Kondisi paling memprihatinkan terlihat di salah satu rumah penerima manfaat di Desa Ketileng. Bangunan sudah dibongkar sejak lebih dari satu bulan lalu, namun dibiarkan mangkrak tanpa kejelasan. Baru belakangan ini pengerjaan terlihat dikebut secara terburu-buru hingga larut malam, seolah ingin menutupi keterlambatan yang sudah terjadi.

Secara tampak luar, dinding sudah diplester dan rangka atap terpasang, namun bagian dalam masih jauh dari layak. Lantai rumah masih berupa urukan semen kasar atau tanah, pemasangan keramik belum tersentuh sama sekali. Material berserakan sembarangan, penerangan hanya mengandalkan kabel darurat, dan yang paling mencolok: tidak ditemukan satu pun Papan Informasi Proyek di lokasi pekerjaan.

Ketiadaan papan informasi ini mematikan hak masyarakat untuk mengetahui sumber anggaran, nilai kontrak, volume pekerjaan, hingga batas waktu penyelesaian. Hal ini jelas melanggar aturan yang berlaku:

– UU No. 14 Tahun 2008 (KIP): Mengabaikan hak informasi publik terancam kurungan 1 tahun dan/atau denda Rp5 juta;

– UU No. 2 Tahun 2017 (Jasa Konstruksi): Keterlambatan dan kelalaian berisiko peringatan, denda, hingga dicatut hitam;

– Perpres No. 12 Tahun 2021: Keterlambatan penyelesaian berakibat denda harian, pemutusan kontrak, hingga masuk daftar hitam nasional.

Saat dikonfirmasi, pimpinan CV Adhira, Azis, sempat berdalih pekerjaan tidak mangkrak dan hanya dialihkan ke unit lain.

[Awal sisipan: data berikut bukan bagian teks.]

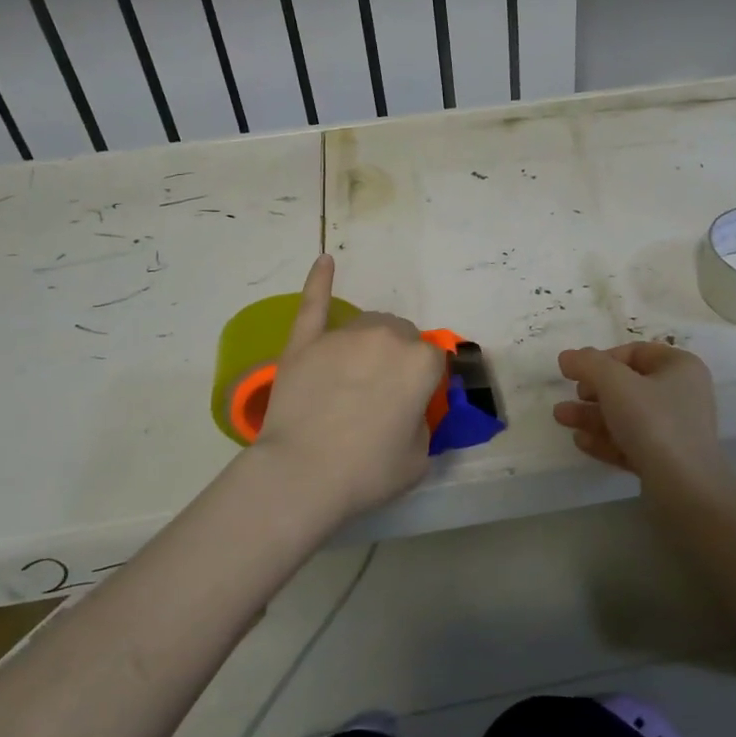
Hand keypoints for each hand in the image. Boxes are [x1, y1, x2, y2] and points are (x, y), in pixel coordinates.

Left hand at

Ia mengklaim 7 unit sudah selesai keramik, tersisa 5 unit di dua desa tersebut. Namun begitu ditanya lebih rinci mengenai alasan rumah di Ketileng mangkrak sebulan, rincian sisa pekerjaan, alasan tanpa papan proyek, serta kepastian tenggat waktu penyelesaian, Azis dan pihak CV Adhira seketika bungkam total dan enggan menjawab apapun.

Warga penerima manfaat berharap Dinas Perumahan Rakyat, Kawasan Permukiman, serta Inspektorat segera turun tangan. Masyarakat menuntut evaluasi menyeluruh, sanksi tegas, dan pencatutan hitam bagi pelaksana yang mengulur waktu, agar hak warga mendapatkan hunian layak segera terwujud tanpa harus menunggu berbulan-bulan dalam ketidakpastian.